Three things the subscription can't offer, whatever its training data:
You own the finished system. It's built for your clinic and it belongs to your clinic — not rented month to month from a vendor that raises the price at renewal. That's not a claim about being cheaper long-term; it's a different relationship to the thing entirely. Your data stays where you decide — hosted in the AWS Canadian region, recordings kept or deleted on your clinic's terms. And I'm in Winnipeg. When your emergency rules need adjusting, you're talking to the person who built the system, across a table, not a ticket queue.
And because most small-business AI fails at adoption, not installation: going live isn't the finish line — it's the start of a trial run. After launch, there's a trial period where your front desk uses the queue day to day, and if a judgment's off or a rule needs adjusting, I fix it remotely. When the trial ends, if it's working, it stays — and it's yours. If it isn't a fit, we pull it out, and you're out nothing. "Done" means your team finds it genuinely useful, not that I shipped something and left.
05 A second judgment gap: the bill nobody explained
The urgent-call decision isn't the only judgment that leaks. There's a quieter one, and it shows up after the visit — on the patient's statement.
Here's the shape of it: a patient comes in for a routine cleaning after a long gap. Because it had been a while, the visit ends up running longer and covering more than a basic cleaning. The clinical call is right. The work is right. But nobody said, before the chair, that a visit like this can push past what an insurance plan covers in a year, and that the difference lands on the patient. So the patient leaves, gets a bill they didn't expect, and reads it as a bait-and-switch. The clinic, fairly, points out that tracking every patient's coverage isn't its job — the onus is on the patient. Both are right. And in the gap between "we treated you correctly" and "nobody warned you," the trust goes.

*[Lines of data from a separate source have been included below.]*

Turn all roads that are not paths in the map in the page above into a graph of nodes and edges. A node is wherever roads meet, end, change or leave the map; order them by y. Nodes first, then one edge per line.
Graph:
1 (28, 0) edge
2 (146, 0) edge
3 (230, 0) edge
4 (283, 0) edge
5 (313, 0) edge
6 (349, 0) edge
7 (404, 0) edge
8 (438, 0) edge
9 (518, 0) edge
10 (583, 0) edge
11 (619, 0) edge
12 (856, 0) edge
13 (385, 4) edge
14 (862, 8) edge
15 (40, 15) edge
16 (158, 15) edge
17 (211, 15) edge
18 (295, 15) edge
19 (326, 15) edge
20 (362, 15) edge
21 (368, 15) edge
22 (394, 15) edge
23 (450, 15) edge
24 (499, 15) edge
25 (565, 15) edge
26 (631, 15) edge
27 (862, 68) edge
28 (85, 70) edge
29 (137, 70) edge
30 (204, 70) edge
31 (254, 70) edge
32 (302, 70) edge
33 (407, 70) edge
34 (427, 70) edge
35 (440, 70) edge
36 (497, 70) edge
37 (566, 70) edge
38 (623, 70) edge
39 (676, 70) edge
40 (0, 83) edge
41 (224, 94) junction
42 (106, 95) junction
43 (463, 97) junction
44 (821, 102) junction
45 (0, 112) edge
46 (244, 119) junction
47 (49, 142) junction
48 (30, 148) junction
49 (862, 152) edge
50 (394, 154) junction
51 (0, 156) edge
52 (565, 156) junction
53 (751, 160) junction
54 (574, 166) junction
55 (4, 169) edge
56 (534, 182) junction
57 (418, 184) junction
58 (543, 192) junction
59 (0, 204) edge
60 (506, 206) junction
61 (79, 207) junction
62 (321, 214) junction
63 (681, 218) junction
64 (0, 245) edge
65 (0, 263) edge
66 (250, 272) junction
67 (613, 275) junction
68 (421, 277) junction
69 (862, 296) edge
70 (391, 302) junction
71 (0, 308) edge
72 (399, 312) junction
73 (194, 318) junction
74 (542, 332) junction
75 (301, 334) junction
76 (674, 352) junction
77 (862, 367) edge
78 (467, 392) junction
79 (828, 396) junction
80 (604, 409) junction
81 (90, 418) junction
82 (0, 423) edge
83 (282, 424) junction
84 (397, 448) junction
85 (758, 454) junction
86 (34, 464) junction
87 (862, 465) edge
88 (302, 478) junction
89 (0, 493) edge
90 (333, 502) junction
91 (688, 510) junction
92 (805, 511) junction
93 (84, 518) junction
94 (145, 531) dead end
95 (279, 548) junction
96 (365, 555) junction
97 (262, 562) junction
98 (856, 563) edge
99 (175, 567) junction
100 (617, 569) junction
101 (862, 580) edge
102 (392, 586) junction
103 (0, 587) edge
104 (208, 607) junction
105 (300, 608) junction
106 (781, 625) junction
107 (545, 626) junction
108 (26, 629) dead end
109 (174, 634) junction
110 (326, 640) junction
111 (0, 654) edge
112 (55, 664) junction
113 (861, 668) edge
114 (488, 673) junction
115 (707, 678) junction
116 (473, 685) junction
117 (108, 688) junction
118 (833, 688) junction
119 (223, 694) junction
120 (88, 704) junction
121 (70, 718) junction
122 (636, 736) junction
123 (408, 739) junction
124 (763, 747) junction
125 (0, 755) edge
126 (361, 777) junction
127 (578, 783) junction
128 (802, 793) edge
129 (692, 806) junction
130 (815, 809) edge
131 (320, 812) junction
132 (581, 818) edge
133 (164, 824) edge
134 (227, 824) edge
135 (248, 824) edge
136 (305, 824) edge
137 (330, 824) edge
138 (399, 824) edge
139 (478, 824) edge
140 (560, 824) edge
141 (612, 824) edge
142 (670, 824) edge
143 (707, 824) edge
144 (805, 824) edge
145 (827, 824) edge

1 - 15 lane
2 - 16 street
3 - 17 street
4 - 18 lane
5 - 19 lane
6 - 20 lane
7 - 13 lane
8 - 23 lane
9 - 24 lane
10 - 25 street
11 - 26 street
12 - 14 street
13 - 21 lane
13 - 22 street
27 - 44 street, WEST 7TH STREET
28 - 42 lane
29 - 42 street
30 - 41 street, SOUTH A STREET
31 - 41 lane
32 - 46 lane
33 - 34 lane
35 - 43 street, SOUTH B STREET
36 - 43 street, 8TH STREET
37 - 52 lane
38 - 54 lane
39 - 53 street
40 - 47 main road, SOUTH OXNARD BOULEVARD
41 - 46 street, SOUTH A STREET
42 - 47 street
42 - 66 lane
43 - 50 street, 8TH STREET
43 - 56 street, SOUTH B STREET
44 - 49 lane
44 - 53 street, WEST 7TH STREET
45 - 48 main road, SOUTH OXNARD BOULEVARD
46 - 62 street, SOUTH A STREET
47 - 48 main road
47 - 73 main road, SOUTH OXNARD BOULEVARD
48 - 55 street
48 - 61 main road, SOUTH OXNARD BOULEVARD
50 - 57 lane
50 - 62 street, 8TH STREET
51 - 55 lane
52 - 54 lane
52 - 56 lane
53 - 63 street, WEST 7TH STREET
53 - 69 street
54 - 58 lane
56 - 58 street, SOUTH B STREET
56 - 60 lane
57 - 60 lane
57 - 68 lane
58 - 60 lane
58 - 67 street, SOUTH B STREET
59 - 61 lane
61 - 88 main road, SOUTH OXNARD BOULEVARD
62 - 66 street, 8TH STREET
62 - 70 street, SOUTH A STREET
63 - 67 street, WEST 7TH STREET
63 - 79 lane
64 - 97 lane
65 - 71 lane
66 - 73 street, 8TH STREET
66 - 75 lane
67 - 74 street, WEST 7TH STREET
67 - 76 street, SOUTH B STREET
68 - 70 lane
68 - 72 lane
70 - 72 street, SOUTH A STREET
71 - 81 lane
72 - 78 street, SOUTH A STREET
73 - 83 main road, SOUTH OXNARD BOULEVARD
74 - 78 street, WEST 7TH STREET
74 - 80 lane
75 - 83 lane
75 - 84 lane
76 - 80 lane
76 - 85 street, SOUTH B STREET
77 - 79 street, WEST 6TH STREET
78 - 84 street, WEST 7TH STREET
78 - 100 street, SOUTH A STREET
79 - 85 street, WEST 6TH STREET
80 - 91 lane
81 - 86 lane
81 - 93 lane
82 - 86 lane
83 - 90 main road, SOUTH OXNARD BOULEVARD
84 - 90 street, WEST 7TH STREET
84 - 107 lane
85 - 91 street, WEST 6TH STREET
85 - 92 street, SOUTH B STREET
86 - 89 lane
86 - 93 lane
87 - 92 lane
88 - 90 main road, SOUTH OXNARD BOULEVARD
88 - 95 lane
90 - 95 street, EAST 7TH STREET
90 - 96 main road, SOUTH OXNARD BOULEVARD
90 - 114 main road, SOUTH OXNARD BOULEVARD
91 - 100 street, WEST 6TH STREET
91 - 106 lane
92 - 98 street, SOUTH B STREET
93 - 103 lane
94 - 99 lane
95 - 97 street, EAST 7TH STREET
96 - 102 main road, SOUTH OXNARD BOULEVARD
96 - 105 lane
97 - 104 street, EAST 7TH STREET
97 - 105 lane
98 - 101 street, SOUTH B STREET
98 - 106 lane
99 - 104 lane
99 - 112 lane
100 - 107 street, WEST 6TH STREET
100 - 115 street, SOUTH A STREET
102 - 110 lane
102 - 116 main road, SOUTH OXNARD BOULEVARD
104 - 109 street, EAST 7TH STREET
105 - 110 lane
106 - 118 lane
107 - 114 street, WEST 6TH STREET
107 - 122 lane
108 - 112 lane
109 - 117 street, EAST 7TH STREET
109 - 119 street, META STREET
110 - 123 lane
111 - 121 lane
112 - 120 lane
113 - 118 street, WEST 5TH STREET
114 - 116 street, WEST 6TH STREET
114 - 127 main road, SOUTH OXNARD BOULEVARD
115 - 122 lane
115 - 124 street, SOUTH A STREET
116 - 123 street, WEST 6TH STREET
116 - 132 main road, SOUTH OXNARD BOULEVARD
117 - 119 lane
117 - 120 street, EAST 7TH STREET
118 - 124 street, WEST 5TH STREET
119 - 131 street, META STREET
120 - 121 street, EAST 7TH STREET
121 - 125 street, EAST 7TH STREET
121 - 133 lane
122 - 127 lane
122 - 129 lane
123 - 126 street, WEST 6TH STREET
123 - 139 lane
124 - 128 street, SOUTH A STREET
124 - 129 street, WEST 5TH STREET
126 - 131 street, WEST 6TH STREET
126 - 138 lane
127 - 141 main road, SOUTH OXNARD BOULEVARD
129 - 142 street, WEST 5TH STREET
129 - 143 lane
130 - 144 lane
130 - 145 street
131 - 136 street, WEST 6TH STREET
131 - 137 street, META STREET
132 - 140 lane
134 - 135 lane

Notice what this isn't. It isn't a billing error, and it isn't a clinic being dishonest — the treatment was sound and the coverage rule is real. It's a missing sentence, said at the wrong time or not at all: "Given how long it's been, today's visit may run past what your plan covers, and there could be an out-of-pocket portion — the front desk will confirm before we proceed." That sentence is cheap. The reason it doesn't get said is that it depends on someone, on a busy day, remembering to say it — and it's nobody's defined job to remember.
06 Where the approved-draft design fits — and where it doesn't
This is the kind of gap the design in section 04 is built for, with one honest boundary. The phone agent can't sit in the operatory at the moment the visit runs past what the plan covers — that moment is out of its reach, and I won't pretend otherwise. What it can do is earlier, at booking: when a patient books a cleaning after a long gap, the agent drafts a heads-up — "there may be an out-of-pocket portion today; front desk to confirm" — and routes it to your desk to approve, edit, or drop before it ever reaches the patient. The judgment about what to say, and whether to say it, stays with your team. The system's only job is to make sure the question gets raised every time, instead of on the days someone happens to think of it.
That doesn't make the out-of-pocket disappear. The patient may still owe the difference; the coverage rule doesn't change. What changes is that they heard it coming, from you, before the chair — so the bill is a number they were warned about, not a surprise they feel tricked by. Same as the urgent-call design: whoever approves the message owns it, and there's a record of what was said and when.